▶ WORK TASK:
Search the material for the word "Meadows" and report each line where it turns up.

▶ RECORDS SHOWN:
************

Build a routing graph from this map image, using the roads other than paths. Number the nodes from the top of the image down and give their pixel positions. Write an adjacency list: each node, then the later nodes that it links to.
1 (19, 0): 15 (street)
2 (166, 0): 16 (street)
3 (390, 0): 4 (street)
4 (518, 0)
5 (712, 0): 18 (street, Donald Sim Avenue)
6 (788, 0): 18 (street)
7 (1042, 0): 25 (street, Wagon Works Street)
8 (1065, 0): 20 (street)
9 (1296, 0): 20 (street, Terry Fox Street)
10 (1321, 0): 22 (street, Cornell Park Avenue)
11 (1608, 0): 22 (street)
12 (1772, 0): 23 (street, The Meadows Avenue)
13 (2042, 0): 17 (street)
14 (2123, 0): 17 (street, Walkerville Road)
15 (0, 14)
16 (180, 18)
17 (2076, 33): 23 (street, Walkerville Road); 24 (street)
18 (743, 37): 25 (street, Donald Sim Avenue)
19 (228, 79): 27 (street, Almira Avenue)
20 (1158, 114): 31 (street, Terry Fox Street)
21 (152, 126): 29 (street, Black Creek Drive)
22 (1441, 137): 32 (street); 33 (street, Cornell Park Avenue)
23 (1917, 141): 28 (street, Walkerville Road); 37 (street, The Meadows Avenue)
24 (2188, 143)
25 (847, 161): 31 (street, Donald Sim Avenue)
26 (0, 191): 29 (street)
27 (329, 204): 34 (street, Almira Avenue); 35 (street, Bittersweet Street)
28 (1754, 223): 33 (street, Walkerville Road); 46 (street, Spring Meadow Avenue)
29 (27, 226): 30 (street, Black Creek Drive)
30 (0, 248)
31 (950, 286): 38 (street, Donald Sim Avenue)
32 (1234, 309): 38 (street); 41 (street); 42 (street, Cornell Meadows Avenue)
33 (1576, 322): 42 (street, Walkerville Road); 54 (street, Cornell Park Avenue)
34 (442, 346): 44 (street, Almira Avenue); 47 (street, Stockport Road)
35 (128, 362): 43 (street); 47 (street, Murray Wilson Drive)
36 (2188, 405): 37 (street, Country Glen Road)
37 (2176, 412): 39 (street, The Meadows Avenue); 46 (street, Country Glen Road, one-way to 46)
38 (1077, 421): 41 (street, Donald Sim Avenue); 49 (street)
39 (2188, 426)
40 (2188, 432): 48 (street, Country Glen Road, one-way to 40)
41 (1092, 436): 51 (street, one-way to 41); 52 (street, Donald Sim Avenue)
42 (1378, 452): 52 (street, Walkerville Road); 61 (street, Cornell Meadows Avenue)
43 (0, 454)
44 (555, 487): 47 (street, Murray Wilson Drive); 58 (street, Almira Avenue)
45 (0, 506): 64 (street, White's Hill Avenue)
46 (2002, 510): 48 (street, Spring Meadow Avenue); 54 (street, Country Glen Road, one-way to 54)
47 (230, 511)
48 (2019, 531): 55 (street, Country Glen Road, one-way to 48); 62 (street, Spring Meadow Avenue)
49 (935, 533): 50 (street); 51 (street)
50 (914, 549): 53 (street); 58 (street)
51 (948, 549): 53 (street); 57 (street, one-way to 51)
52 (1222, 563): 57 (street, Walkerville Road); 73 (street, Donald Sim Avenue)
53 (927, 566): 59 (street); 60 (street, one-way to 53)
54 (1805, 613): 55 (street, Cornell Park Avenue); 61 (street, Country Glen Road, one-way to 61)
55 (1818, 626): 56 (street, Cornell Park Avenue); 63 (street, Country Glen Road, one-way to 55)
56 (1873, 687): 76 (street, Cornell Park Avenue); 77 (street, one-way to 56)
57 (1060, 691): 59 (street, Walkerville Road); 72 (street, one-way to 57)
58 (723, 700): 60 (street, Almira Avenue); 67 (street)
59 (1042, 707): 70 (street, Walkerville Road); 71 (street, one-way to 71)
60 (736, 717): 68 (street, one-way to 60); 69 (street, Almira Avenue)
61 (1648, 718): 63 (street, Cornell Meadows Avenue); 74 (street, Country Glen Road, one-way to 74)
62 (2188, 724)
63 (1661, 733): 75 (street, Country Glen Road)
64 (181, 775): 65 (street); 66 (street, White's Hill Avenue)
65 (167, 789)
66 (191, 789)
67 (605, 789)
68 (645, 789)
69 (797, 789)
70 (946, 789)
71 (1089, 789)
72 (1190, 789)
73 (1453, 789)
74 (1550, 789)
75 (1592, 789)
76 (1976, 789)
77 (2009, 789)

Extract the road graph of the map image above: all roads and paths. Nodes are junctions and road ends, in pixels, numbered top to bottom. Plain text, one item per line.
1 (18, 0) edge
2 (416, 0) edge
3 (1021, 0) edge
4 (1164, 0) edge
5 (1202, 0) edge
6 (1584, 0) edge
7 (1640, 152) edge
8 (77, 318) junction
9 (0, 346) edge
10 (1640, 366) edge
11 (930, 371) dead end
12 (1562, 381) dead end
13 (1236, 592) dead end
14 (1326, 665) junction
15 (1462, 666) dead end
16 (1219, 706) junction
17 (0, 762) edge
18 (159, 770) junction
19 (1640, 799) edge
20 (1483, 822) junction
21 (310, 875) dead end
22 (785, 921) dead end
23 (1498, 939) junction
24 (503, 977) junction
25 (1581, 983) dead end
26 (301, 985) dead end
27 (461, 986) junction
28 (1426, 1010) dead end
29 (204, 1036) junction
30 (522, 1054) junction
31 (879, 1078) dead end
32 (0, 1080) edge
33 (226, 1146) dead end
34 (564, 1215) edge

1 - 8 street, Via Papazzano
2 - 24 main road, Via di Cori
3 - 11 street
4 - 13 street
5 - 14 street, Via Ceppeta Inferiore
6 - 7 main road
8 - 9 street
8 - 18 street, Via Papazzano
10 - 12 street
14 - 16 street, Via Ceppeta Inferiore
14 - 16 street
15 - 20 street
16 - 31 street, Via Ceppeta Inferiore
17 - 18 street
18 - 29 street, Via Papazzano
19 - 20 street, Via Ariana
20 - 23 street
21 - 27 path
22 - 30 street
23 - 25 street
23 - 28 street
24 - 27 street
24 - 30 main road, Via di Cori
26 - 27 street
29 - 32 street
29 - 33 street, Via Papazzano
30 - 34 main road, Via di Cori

************

▶ RESPONSE TO THIS TASK:
12 (1772, 0): 23 (street, The Meadows Avenue)
23 (1917, 141): 28 (street, Walkerville Road); 37 (street, The Meadows Avenue)
32 (1234, 309): 38 (street); 41 (street); 42 (street, Cornell Meadows Avenue)
37 (2176, 412): 39 (street, The Meadows Avenue); 46 (street, Country Glen Road, one-way to 46)
42 (1378, 452): 52 (street, Walkerville Road); 61 (street, Cornell Meadows Avenue)
61 (1648, 718): 63 (street, Cornell Meadows Avenue); 74 (street, Country Glen Road, one-way to 74)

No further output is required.